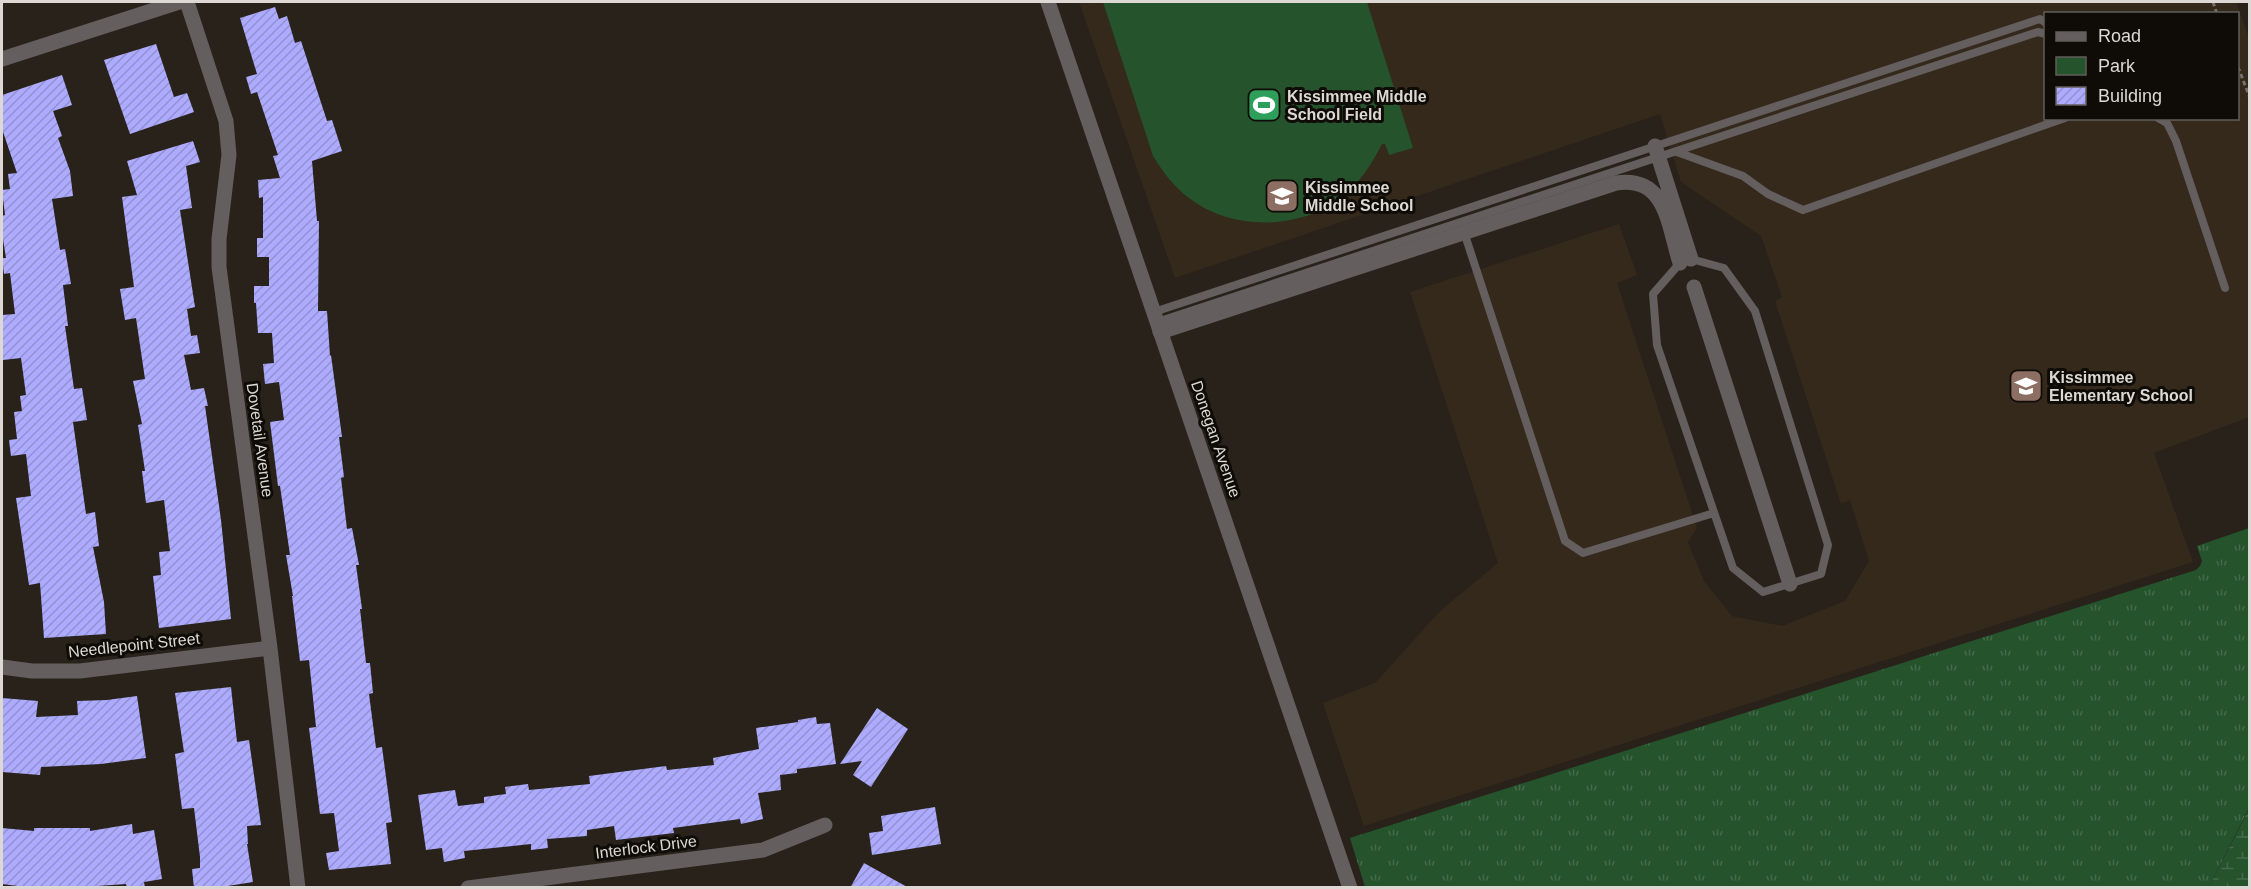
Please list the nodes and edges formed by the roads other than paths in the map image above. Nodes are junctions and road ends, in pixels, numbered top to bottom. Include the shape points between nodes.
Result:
1 (179, 2) edge
2 (187, 2) edge
3 (1048, 2) edge
4 (2044, 22) edge
5 (2044, 34) edge
6 (2, 59) edge
7 (2059, 120) edge
8 (2161, 120) edge
9 (1657, 152) junction
10 (1677, 152) junction
11 (1457, 211) junction
12 (1462, 227) junction
13 (1685, 261) junction
14 (1694, 287) dead end
15 (2225, 288) dead end
16 (1157, 322) junction
17 (1714, 513) junction
18 (1790, 584) junction
19 (270, 648) junction
20 (2, 667) edge
21 (825, 825) dead end
22 (298, 888) edge
23 (468, 888) edge
24 (1350, 888) edge

1 - 6 street
2 - 19 street, Dovetail Avenue via 226,121 229,155 219,267
3 - 16 street, Donegan Avenue
4 - 9 lane via 2040,19
5 - 10 lane via 1988,48
7 - 10 lane via 1803,210 1768,194 1743,176
8 - 15 lane via 2167,123 2176,141
9 - 10 lane
9 - 11 lane
9 - 12 lane
9 - 13 street
11 - 12 lane
11 - 16 lane
12 - 13 street via 1631,181 1647,186 1660,197
12 - 16 street
12 - 17 lane via 1565,542 1583,553 1590,552
13 - 17 lane via 1653,294 1657,345
13 - 18 lane via 1724,268 1755,311 1828,545 1821,574
14 - 18 street
16 - 24 street, Donegan Avenue
17 - 18 lane via 1733,568 1763,592
19 - 20 street, Needlepoint Street via 80,671
19 - 22 street, Dovetail Avenue
21 - 23 street, Interlock Drive via 763,850

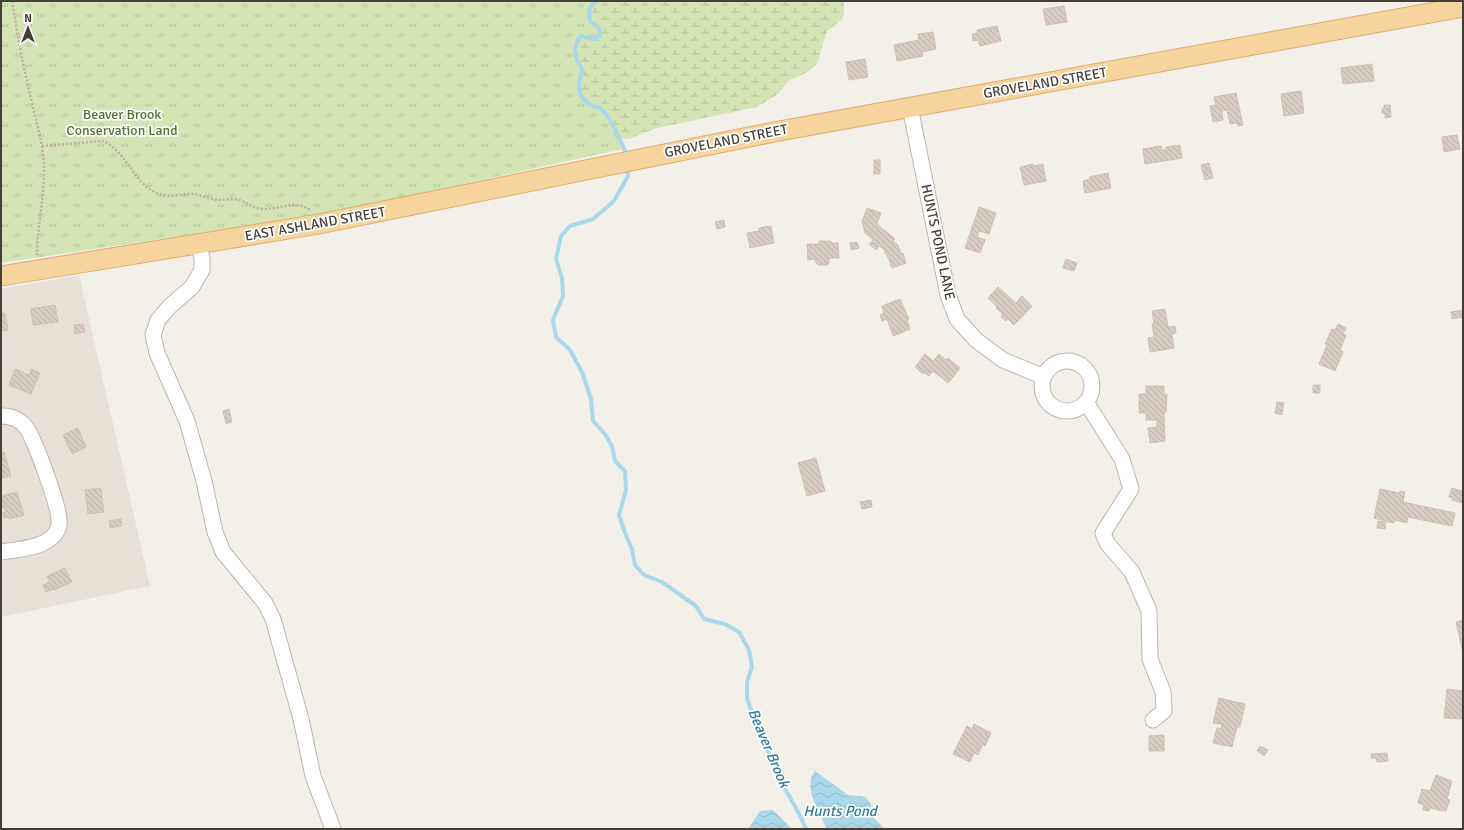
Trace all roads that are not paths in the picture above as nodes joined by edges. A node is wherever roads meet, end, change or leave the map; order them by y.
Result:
1 (1463, 7) edge
2 (910, 107) junction
3 (628, 161) joint
4 (199, 244) junction
5 (1, 276) edge
6 (1044, 376) junction
7 (1086, 402) junction
8 (1, 416) edge
9 (1, 552) edge
10 (1153, 720) dead end
11 (333, 829) edge

1 - 2 main road, GROVELAND STREET
2 - 3 main road, GROVELAND STREET
2 - 6 street, HUNTS POND LANE
3 - 4 main road, EAST ASHLAND STREET
4 - 5 main road, EAST ASHLAND STREET
4 - 11 street
6 - 7 street
6 - 7 street
7 - 10 street
8 - 9 street

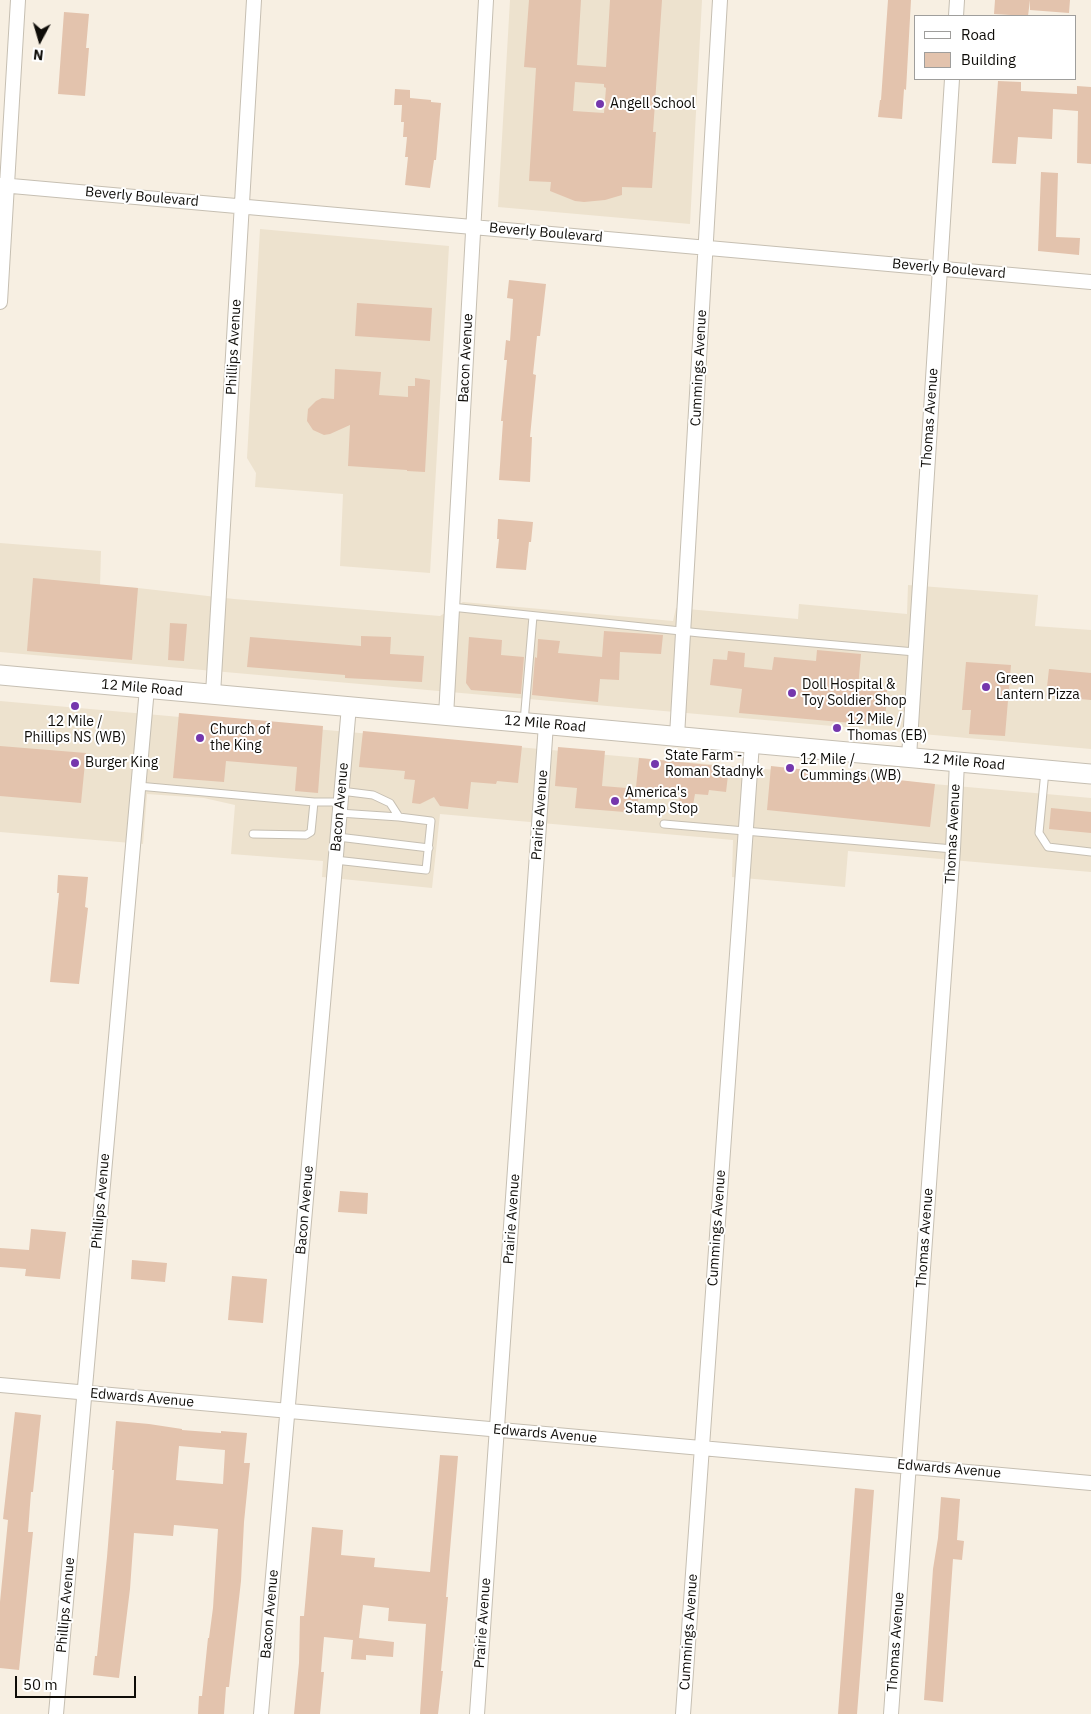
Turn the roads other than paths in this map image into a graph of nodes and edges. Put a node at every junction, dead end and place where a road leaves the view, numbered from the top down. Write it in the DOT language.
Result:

### [TRY IT]
Retype all entries exactly; omit pictures.

### [THE COMPLETED TASK]
Please list the nodes and edges formed by the roads other than paths in the map image above. Nodes are junctions and road ends, in pixels, numbered top to bottom. Include the shape points between nodes.
Result:
1 (179, 2) edge
2 (187, 2) edge
3 (1048, 2) edge
4 (2044, 22) edge
5 (2044, 34) edge
6 (2, 59) edge
7 (2059, 120) edge
8 (2161, 120) edge
9 (1657, 152) junction
10 (1677, 152) junction
11 (1457, 211) junction
12 (1462, 227) junction
13 (1685, 261) junction
14 (1694, 287) dead end
15 (2225, 288) dead end
16 (1157, 322) junction
17 (1714, 513) junction
18 (1790, 584) junction
19 (270, 648) junction
20 (2, 667) edge
21 (825, 825) dead end
22 (298, 888) edge
23 (468, 888) edge
24 (1350, 888) edge

1 - 6 street
2 - 19 street, Dovetail Avenue via 226,121 229,155 219,267
3 - 16 street, Donegan Avenue
4 - 9 lane via 2040,19
5 - 10 lane via 1988,48
7 - 10 lane via 1803,210 1768,194 1743,176
8 - 15 lane via 2167,123 2176,141
9 - 10 lane
9 - 11 lane
9 - 12 lane
9 - 13 street
11 - 12 lane
11 - 16 lane
12 - 13 street via 1631,181 1647,186 1660,197
12 - 16 street
12 - 17 lane via 1565,542 1583,553 1590,552
13 - 17 lane via 1653,294 1657,345
13 - 18 lane via 1724,268 1755,311 1828,545 1821,574
14 - 18 street
16 - 24 street, Donegan Avenue
17 - 18 lane via 1733,568 1763,592
19 - 20 street, Needlepoint Street via 80,671
19 - 22 street, Dovetail Avenue
21 - 23 street, Interlock Drive via 763,850

Trace all roads that are not paths in the picture above as nodes joined by edges. A node is wherever roads meet, end, change or leave the map; order them by y.
Result:
1 (1463, 7) edge
2 (910, 107) junction
3 (628, 161) joint
4 (199, 244) junction
5 (1, 276) edge
6 (1044, 376) junction
7 (1086, 402) junction
8 (1, 416) edge
9 (1, 552) edge
10 (1153, 720) dead end
11 (333, 829) edge

1 - 2 main road, GROVELAND STREET
2 - 3 main road, GROVELAND STREET
2 - 6 street, HUNTS POND LANE
3 - 4 main road, EAST ASHLAND STREET
4 - 5 main road, EAST ASHLAND STREET
4 - 11 street
6 - 7 street
6 - 7 street
7 - 10 street
8 - 9 street

Turn the roads other than paths in this map image into a graph of nodes and edges. Put a node at every junction, dead end and place where a road leaves the view, numbered from the top down. Write it in the DOT language.
Result:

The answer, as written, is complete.